- Directed by: Diane Kurys
- Written by: Diane Kurys
- Screenplay by: Diane Kurys
- Produced by: Alexandre Films
- Starring: Elise Caron Philippe Lebas Francois Cluzet
- Cinematography: Philippe Rousellot
- Edited by: Joële Van Effenterre
- Music by: Yves Simon
- Distributed by: AMLF
- Release date: 6 February 1980;
- Running time: 100 minutes
- Country: France
- Language: French
- Box office: $3.5 million

= Cocktail Molotov =

Cocktail Molotov is a 1980 French drama film written and directed by Diane Kurys. It is her second feature after Peppermint Soda. A female coming of age story set during the spring and summer of 1968, the film is not a sequel but can be considered a companion piece to its predecessor.

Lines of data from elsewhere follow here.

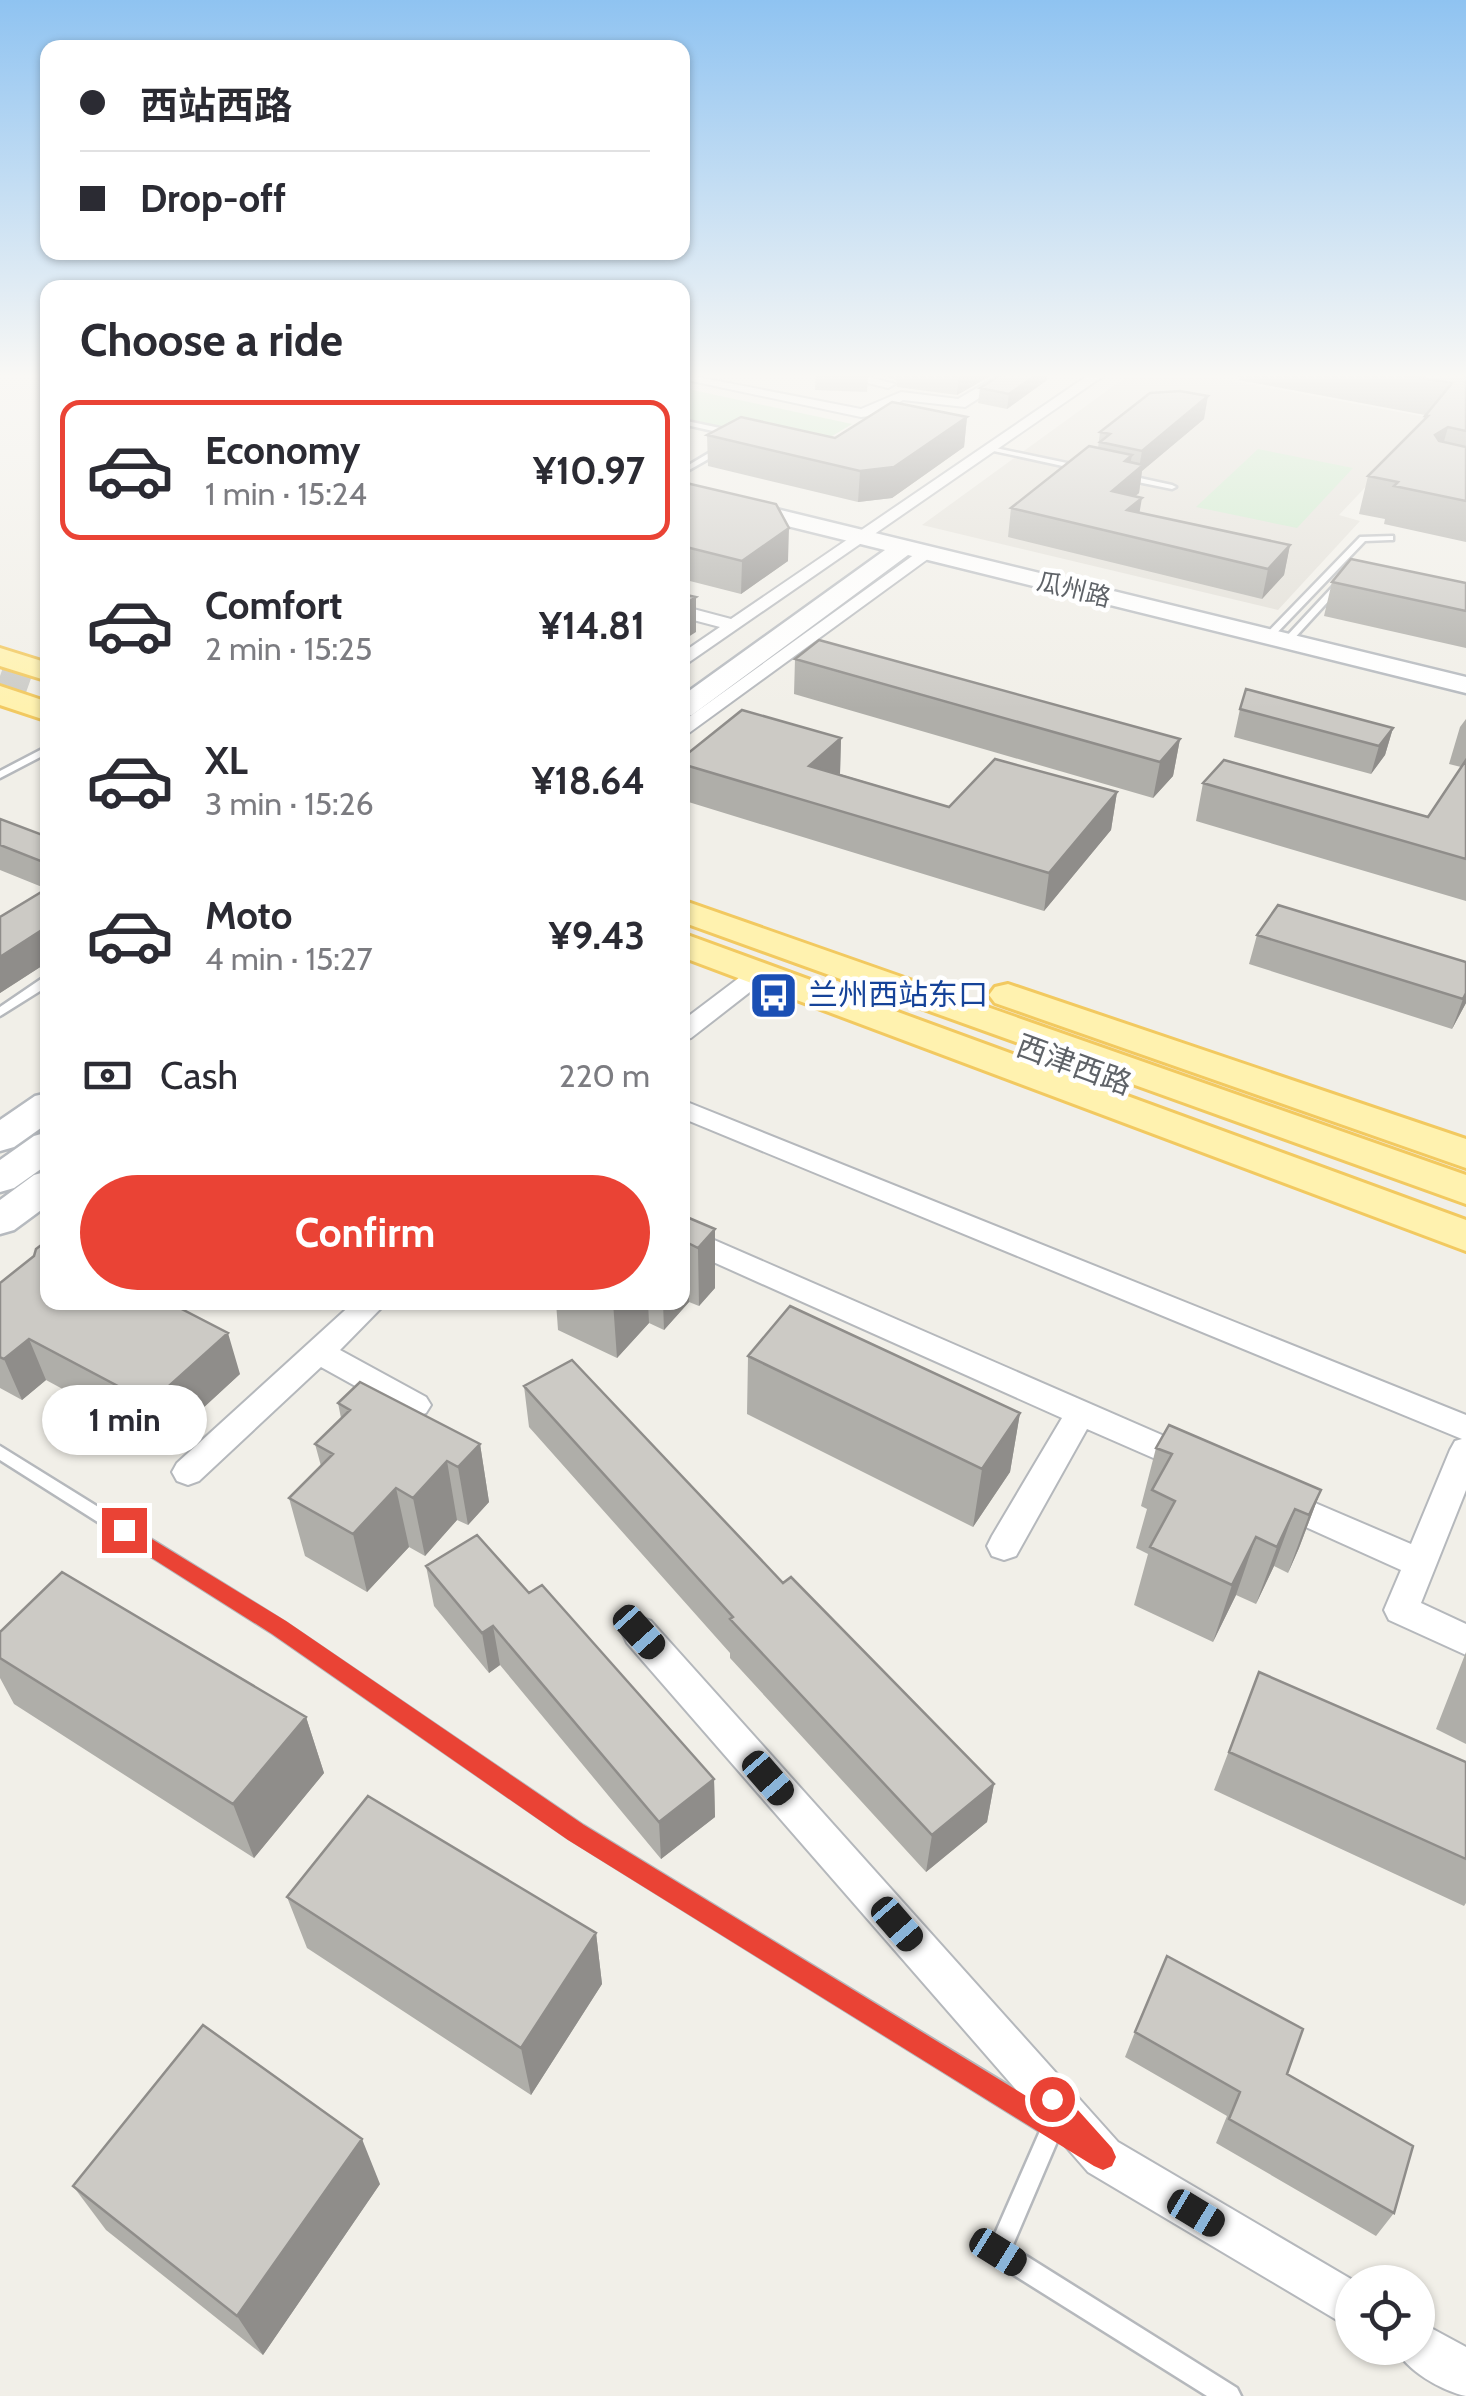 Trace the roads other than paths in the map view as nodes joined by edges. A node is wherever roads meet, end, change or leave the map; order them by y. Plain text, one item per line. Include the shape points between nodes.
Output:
1 (933, 486) edge
2 (1166, 486) edge
3 (1172, 487) dead end
4 (690, 495) edge
5 (858, 536) junction
6 (1390, 538) dead end
7 (906, 548) junction
8 (1327, 577) junction
9 (1344, 580) junction
10 (1362, 585) edge
11 (690, 613) edge
12 (732, 625) junction
13 (1278, 639) junction
14 (0, 656) edge
15 (690, 656) edge
16 (40, 669) edge
17 (690, 681) edge
18 (1466, 685) edge
19 (0, 694) edge
20 (690, 703) edge
21 (40, 709) edge
22 (690, 725) edge
23 (40, 752) edge
24 (0, 775) edge
25 (690, 886) edge
26 (690, 913) edge
27 (690, 926) edge
28 (690, 947) edge
29 (760, 973) junction
30 (40, 985) edge
31 (0, 1012) edge
32 (690, 1027) edge
33 (40, 1110) edge
34 (690, 1111) edge
35 (0, 1138) edge
36 (40, 1151) edge
37 (1466, 1154) edge
38 (0, 1180) edge
39 (40, 1190) edge
40 (1466, 1190) edge
41 (1466, 1208) edge
42 (0, 1220) edge
43 (1466, 1236) edge
44 (690, 1240) edge
45 (364, 1310) edge
46 (319, 1352) junction
47 (415, 1405) edge
48 (1081, 1412) junction
49 (1466, 1428) edge
50 (1466, 1450) edge
51 (0, 1452) edge
52 (188, 1472) dead end
53 (1224, 1476) edge
54 (1260, 1492) edge
55 (1004, 1546) dead end
56 (1420, 1563) junction
57 (639, 1632) dead end
58 (1466, 1640) edge
59 (1052, 2126) junction
60 (1103, 2157) junction
61 (1335, 2296) edge
62 (1435, 2355) edge
63 (1466, 2374) edge
64 (1229, 2396) edge

1 - 5 street
2 - 3 lane
4 - 5 street, 瓜州路
5 - 7 street, 瓜州路
5 - 12 street
6 - 8 lane via 1363,539
7 - 13 street, 瓜州路
7 - 17 street
7 - 20 street
7 - 22 street
8 - 9 lane
8 - 13 lane
9 - 10 lane
9 - 13 lane
11 - 12 street
12 - 15 street
13 - 18 street, 瓜州路
14 - 16 main road
19 - 21 main road
23 - 24 lane
25 - 37 main road
26 - 40 main road, 西津西路
27 - 41 main road, 西津西路
28 - 29 main road
29 - 32 street
29 - 43 main road
30 - 31 lane
33 - 35 street
34 - 49 street
36 - 38 street
39 - 42 street
44 - 48 street
45 - 46 street
46 - 47 street
46 - 52 street
48 - 53 street
48 - 55 street
50 - 56 street
51 - 59 lane via 279,1628 576,1832
54 - 56 street
56 - 58 street via 1401,1610
57 - 60 street
59 - 60 lane
59 - 64 lane via 998,2252
60 - 61 street
62 - 63 street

It has been called a female take on the male-dominated road movie genre.

== Plot ==
Seventeen-year-old middle-class Anne (Elise Caron), runs away with her working-class boyfriend Frederic (Philippe Lebas) and his friend Bruno (Francois Cluzet) after a violent fight with her mother. Anne convinces the others to drive to Venice, where she plans to take a ship to Israel in order to join a kibbutz. On the road, Anne grapples with experiences of love, sex, abortion, and "existential wandering". Upon reaching Venice, they learn of the social uprising back in Paris. With their money running out and their car stolen, they hitchhike back to find they have missed the excitement.

== Cast ==
- Elise Caron as Anne
- Philippe Lebas as Frederic
- Francois Cluzet as Bruno
- Genevieve Fontanel as Anne's mother
- Henri Garcin as Anne's Stepfather
- Michel Puterflam as Anne's Father
- Jenny Cleve as Frederic's Mother
- Armando Brancia as Frederic's Father
- Malene Sveinbjornsson as Anne's Little Sister
- Stefania Cassini as Anna-Maria
- Frederique Meininger as Doctor
- Patrick Chesnais as Trucker
- Hélène Vincent as The diplomat's wife

== Reception ==
Cocktail Molotov did not do as well as Peppermint Soda, Kurys' critically acclaimed first feature released three years earlier. Film studies scholar Carrie Tarr has written that audiences may have been confused by Kurys treatment of May '68 as nearly devoid of protest and politics, instead focusing on an explicitly female personal drama, as opposed to the generally male-centered view of the student revolts. She also notes that Kurys had had to rewrite the script due to budget constraints which made reenacting the barricading of Paris streets impossible, and further cut explicitly political scenes out in the editing process to further emphasize the teenagers' story. Perhaps in a reaction to its lack of political content, Vincent Canby's 1981 review in The New York Times called the film "a nearly perfect example of the kind of French film that apotheosizes middle-class values while pretending to question them". While Tarr writes that the film does not depict abortion, love triangles, or the subjectivity of the female central character as well as other films, its autobiographical elements, its pairing of personal narrative with larger, historical events and other connections with the rest of Kurys' filmography mark it as an essential part of her work as auteur.